- [DIRECTIONS]:
Skip every image and restate the data word for word.

- [DATA]:

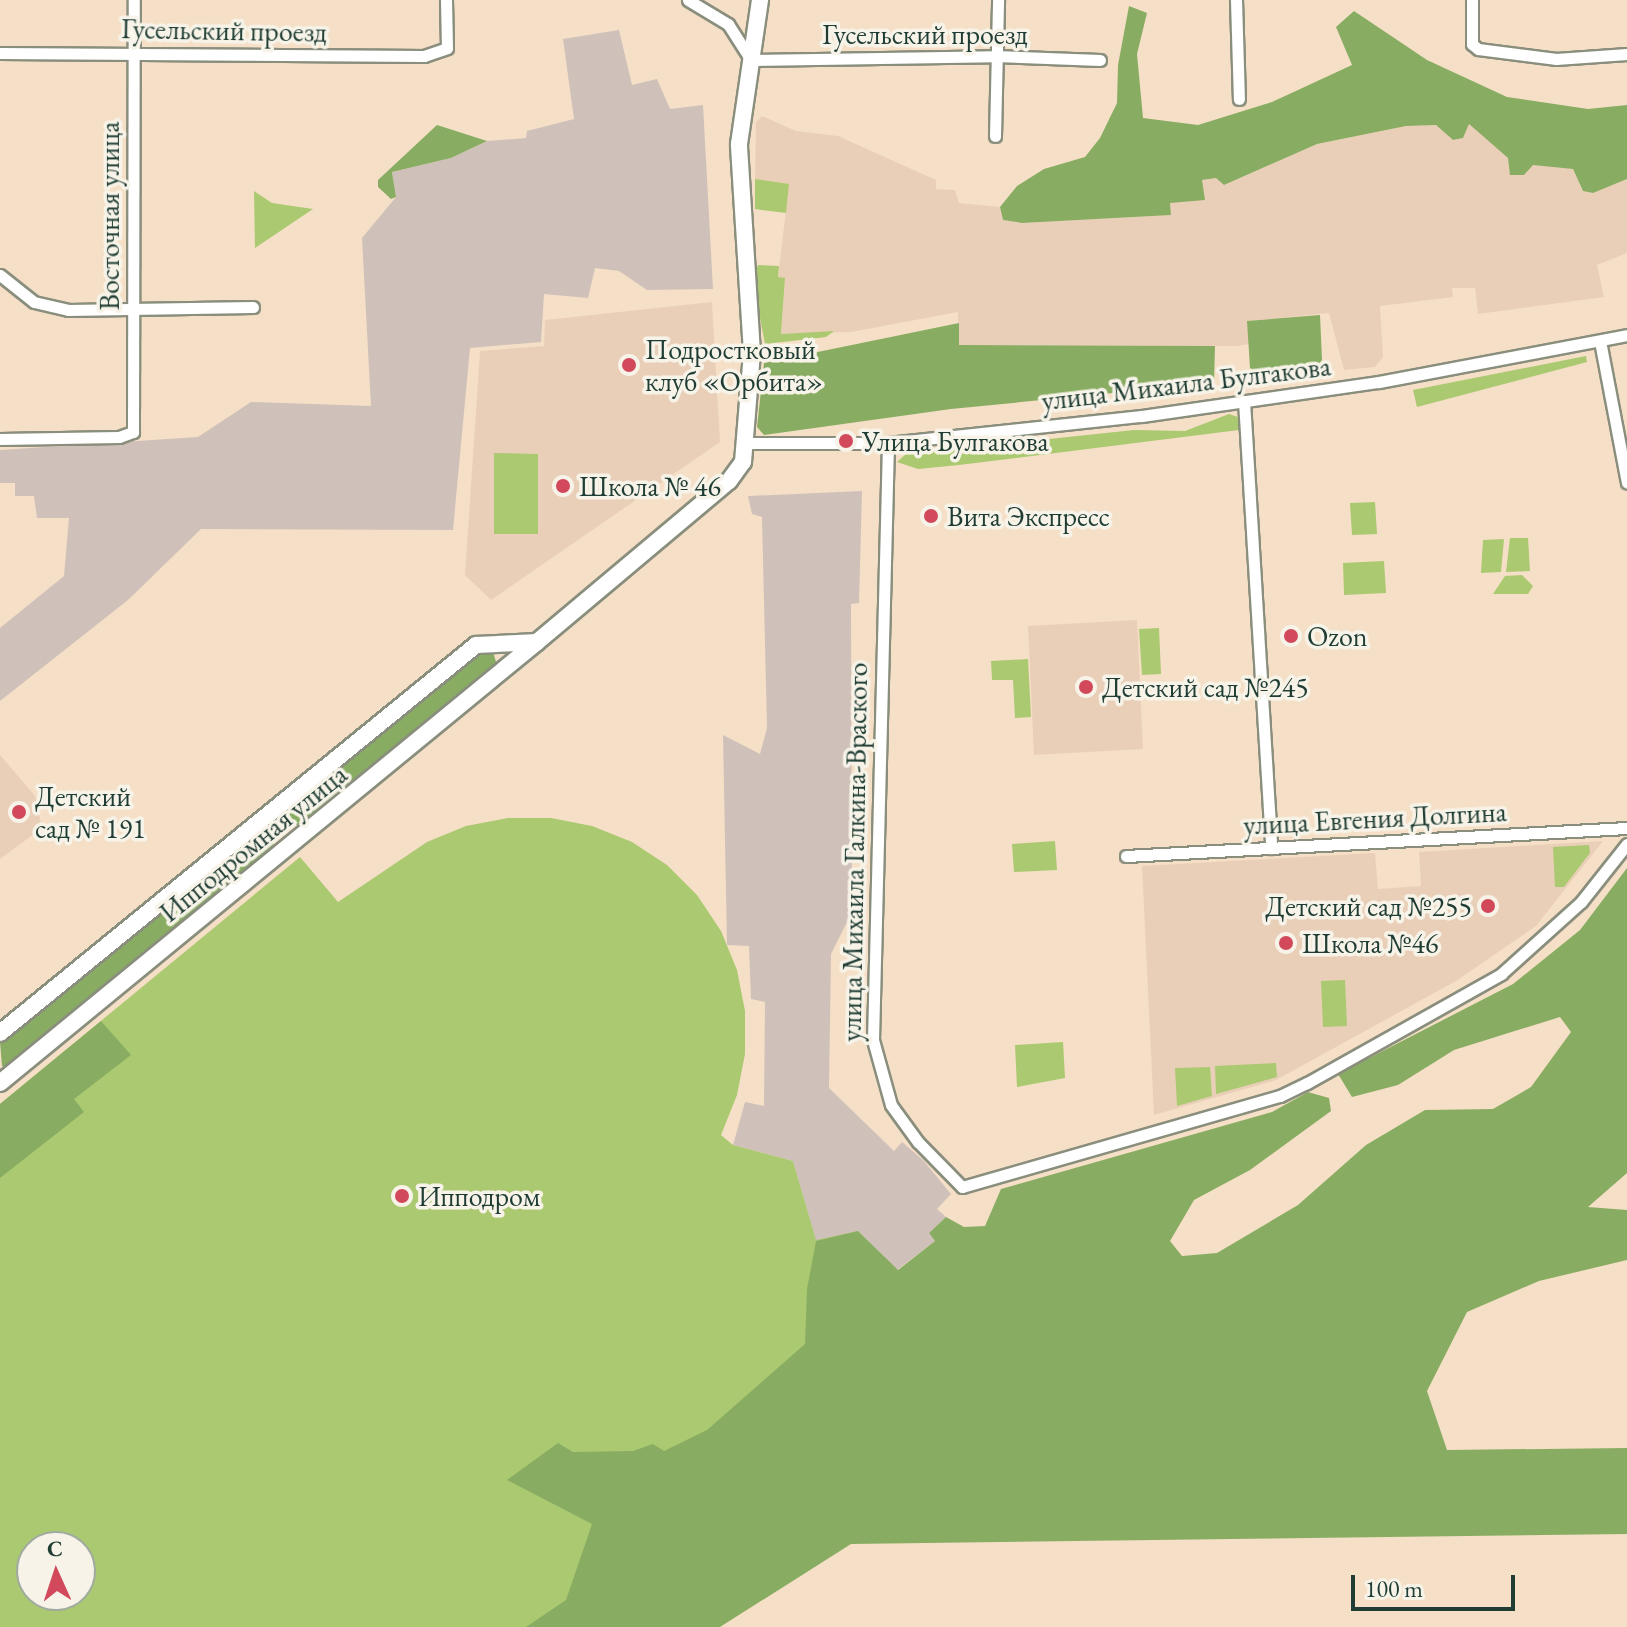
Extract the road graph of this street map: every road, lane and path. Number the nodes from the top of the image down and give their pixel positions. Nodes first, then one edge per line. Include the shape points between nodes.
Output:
1 (134, 0) edge
2 (446, 0) edge
3 (688, 0) edge
4 (760, 0) edge
5 (998, 0) edge
6 (1236, 0) edge
7 (1472, 0) edge
8 (0, 53) edge
9 (134, 54) junction
10 (1627, 54) edge
11 (995, 56) junction
12 (751, 60) junction
13 (1100, 60) dead end
14 (1239, 99) dead end
15 (995, 136) dead end
16 (0, 275) edge
17 (253, 307) dead end
18 (133, 310) junction
19 (1627, 335) edge
20 (1600, 341) junction
21 (1244, 401) junction
22 (0, 439) edge
23 (748, 443) junction
24 (888, 443) junction
25 (1627, 482) edge
26 (537, 642) junction
27 (1627, 828) edge
28 (1627, 844) edge
29 (1271, 848) junction
30 (1126, 856) dead end
31 (0, 1033) edge
32 (0, 1083) edge

1 - 9 street, Восточная улица
2 - 9 street, Гусельский проезд via 447,48 424,56
3 - 12 street via 728,24
4 - 12 street, Ипподромная улица
5 - 11 street
6 - 14 street
7 - 10 street via 1472,44 1556,59
8 - 9 street, Гусельский проезд
9 - 18 street, Восточная улица
11 - 12 street, Гусельский проезд
11 - 13 street, Гусельский проезд
11 - 15 street
12 - 23 street, Ипподромная улица via 743,116 742,223 752,353
16 - 18 street via 34,302 68,310
17 - 18 street
18 - 22 street, Восточная улица via 133,432 119,437
19 - 20 street, улица Михаила Булгакова
20 - 21 street, улица Михаила Булгакова
20 - 25 street
21 - 24 street, улица Михаила Булгакова
21 - 29 street
23 - 24 street, улица Михаила Булгакова
23 - 26 street, Ипподромная улица via 729,481
24 - 28 street, улица Михаила Галкина-Враского via 873,1040 882,1083 896,1113 962,1187 1238,1109 1307,1083 1501,974 1581,902
26 - 31 street, Ипподромная улица via 476,645
26 - 32 street, Ипподромная улица
27 - 29 street, улица Евгения Долгина
29 - 30 street, улица Евгения Долгина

- [RESPONSE AREA]:
Extract the road graph of this street map: every road, lane and path. Number the nodes from the top of the image down and give their pixel positions. Nodes first, then one edge per line. Include the shape points between nodes.
Output:
1 (134, 0) edge
2 (446, 0) edge
3 (688, 0) edge
4 (760, 0) edge
5 (998, 0) edge
6 (1236, 0) edge
7 (1472, 0) edge
8 (0, 53) edge
9 (134, 54) junction
10 (1627, 54) edge
11 (995, 56) junction
12 (751, 60) junction
13 (1100, 60) dead end
14 (1239, 99) dead end
15 (995, 136) dead end
16 (0, 275) edge
17 (253, 307) dead end
18 (133, 310) junction
19 (1627, 335) edge
20 (1600, 341) junction
21 (1244, 401) junction
22 (0, 439) edge
23 (748, 443) junction
24 (888, 443) junction
25 (1627, 482) edge
26 (537, 642) junction
27 (1627, 828) edge
28 (1627, 844) edge
29 (1271, 848) junction
30 (1126, 856) dead end
31 (0, 1033) edge
32 (0, 1083) edge

1 - 9 street, Восточная улица
2 - 9 street, Гусельский проезд via 447,48 424,56
3 - 12 street via 728,24
4 - 12 street, Ипподромная улица
5 - 11 street
6 - 14 street
7 - 10 street via 1472,44 1556,59
8 - 9 street, Гусельский проезд
9 - 18 street, Восточная улица
11 - 12 street, Гусельский проезд
11 - 13 street, Гусельский проезд
11 - 15 street
12 - 23 street, Ипподромная улица via 743,116 742,223 752,353
16 - 18 street via 34,302 68,310
17 - 18 street
18 - 22 street, Восточная улица via 133,432 119,437
19 - 20 street, улица Михаила Булгакова
20 - 21 street, улица Михаила Булгакова
20 - 25 street
21 - 24 street, улица Михаила Булгакова
21 - 29 street
23 - 24 street, улица Михаила Булгакова
23 - 26 street, Ипподромная улица via 729,481
24 - 28 street, улица Михаила Галкина-Враского via 873,1040 882,1083 896,1113 962,1187 1238,1109 1307,1083 1501,974 1581,902
26 - 31 street, Ипподромная улица via 476,645
26 - 32 street, Ипподромная улица
27 - 29 street, улица Евгения Долгина
29 - 30 street, улица Евгения Долгина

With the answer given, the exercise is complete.